就在许念和朝儿说话这片刻,丫鬟们机灵的撤了晚膳,适时的送上三杯香茗,就悄然退下了,只留三位主子在内室。
孙父喝了口茶,没好气的瞪了眼孙白扬,孙白扬依然是那副冷淡自持的疏离模样,孙父的火气一下子就压不住了。
“白扬,你这段时间真的是太招摇了,先前如妃娘娘有孕,她这一胎本就怀像不好,是你用烧艾的手段才堪堪保住这一胎。你我都知道,要稳住龙胎,就要在足三里处烧艾,你可知,烧艾针灸之法,乃是宫中禁忌?如妃娘娘是皇上的女人,女子的玉足只有丈夫可窥,你这实属大不敬,你不要命了吗?”孙父气的指着孙白扬怒斥。
孙白扬嗤笑一声,“可我还是助如妃娘娘平安的产下了小格格。孙大人,你做不到的事,不代表我也做不到。”
“平安?你竟然敢为如妃娘娘催产,你这是在用自己的命在赌!女子生产,本就是生死一线,这次如妃娘娘能顺利生下小格格,是你运气好,是你额娘在天有灵,在保佑你,可人的好运气,是会用完的。为父真是不明白,你是真傻还是在装傻?你如此卖力的帮助如妃,无形中,已经将自己划入了如妃的阵营。为父是没的选,可你呢?你是上赶着往这漩涡中冲!皇上的后宫中,皇后和如妃向来势不两立,你这是在惹祸上身。”孙父越说越来气,说到最后,气的拍手抚胸顺气。
“你是怕我惹祸上身?还是怕城门失火,殃及池鱼?”孙白扬看着孙父质问道,语气中不见半分父子亲近。
“你,你……”许念急忙走到孙父身前,给他拍背顺顺气,又倒了杯清茶递到孙父手边,“公公,您消消气,注意身体,有话慢慢说。”
“皓雪,我倒是想和他好好说,可你看他的态度,是想要和我这个做父亲的好好说吗?”孙父被许念扶着坐在主位,看着身旁的许念,他重重的叹了口气,神情都低迷了几分,“皓雪啊,是我孙家对不起你,是我孙清华对不起你,这门婚事,老夫真是亏欠你良多。”

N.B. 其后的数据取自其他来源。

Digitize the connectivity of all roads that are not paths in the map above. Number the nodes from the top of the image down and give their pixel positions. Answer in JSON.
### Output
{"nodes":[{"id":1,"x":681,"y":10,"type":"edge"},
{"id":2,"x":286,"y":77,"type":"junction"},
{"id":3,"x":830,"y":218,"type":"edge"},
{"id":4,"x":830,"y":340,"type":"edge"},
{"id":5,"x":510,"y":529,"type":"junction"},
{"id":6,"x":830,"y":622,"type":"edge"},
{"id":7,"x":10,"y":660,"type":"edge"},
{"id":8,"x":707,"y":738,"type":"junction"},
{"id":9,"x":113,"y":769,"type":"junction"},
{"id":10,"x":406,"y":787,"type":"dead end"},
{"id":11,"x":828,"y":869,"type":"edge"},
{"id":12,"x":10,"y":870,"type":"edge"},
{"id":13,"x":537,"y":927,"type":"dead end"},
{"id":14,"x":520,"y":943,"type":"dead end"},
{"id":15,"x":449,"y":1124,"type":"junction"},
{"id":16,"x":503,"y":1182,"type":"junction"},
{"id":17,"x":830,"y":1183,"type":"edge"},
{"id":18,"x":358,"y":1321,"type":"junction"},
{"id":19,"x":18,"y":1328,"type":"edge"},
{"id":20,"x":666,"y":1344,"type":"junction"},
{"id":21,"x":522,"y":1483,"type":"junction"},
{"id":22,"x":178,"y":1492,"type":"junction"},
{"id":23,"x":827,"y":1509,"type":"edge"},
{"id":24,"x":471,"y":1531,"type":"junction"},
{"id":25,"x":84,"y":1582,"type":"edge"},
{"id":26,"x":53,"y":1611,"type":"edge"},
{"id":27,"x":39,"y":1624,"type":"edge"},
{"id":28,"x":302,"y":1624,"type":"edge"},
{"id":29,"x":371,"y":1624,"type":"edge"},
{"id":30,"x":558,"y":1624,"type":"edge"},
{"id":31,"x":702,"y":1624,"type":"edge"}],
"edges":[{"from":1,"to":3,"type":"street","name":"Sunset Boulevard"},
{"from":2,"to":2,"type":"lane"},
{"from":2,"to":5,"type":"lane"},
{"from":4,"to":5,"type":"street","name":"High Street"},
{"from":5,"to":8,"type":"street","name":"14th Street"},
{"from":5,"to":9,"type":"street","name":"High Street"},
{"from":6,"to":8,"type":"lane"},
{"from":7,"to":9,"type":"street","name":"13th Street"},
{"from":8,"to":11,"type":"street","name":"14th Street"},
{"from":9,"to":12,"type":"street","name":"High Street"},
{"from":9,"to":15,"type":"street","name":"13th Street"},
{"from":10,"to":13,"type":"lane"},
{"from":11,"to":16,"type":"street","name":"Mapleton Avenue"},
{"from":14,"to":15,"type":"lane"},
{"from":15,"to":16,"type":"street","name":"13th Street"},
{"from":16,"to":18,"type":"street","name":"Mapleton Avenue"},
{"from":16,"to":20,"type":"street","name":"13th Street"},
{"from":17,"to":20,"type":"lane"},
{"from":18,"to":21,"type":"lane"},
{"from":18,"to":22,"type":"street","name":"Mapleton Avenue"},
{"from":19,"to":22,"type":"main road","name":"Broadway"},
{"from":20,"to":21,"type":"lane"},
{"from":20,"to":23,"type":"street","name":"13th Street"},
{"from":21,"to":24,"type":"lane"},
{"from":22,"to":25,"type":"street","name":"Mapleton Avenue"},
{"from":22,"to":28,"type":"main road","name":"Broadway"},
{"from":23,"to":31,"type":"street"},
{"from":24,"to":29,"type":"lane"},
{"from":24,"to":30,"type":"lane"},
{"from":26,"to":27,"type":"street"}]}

“公公,您别这么说,这些年,您一直都待我极好,像亲生女儿一般,而且我父亲的病,都是您亲自诊治的,皓雪感激不尽。”
孙父看着一旁始终等着想要一个答案的孙白扬,心里涌上无限的疲惫和心酸,“五十而知天命,天意难违这四个字,我也是这几年才真正了解,你不明白,爹也很难怪你,可爹之所以这么啰嗦,是不希望你要活到我这把年纪,才能明白,掌握命运的从来不是老天,而是人!”
“人比天更复杂,更难测,你为如妃欺上瞒下,她是会谢谢你,可她也不会放过你,你日后的路,已经不能选了。如今,你既然已经是如妃那边的人,就不要再和钟萃宫的那群秀女过多接触,如果让如妃知道,你和钟萃宫的那帮秀女打交道,她一定会认为你是另有所图,图的是奇货可居啊!”
“我要说的话已经说完了,你明白也好,不明白也好,反正已经不能再回头了。”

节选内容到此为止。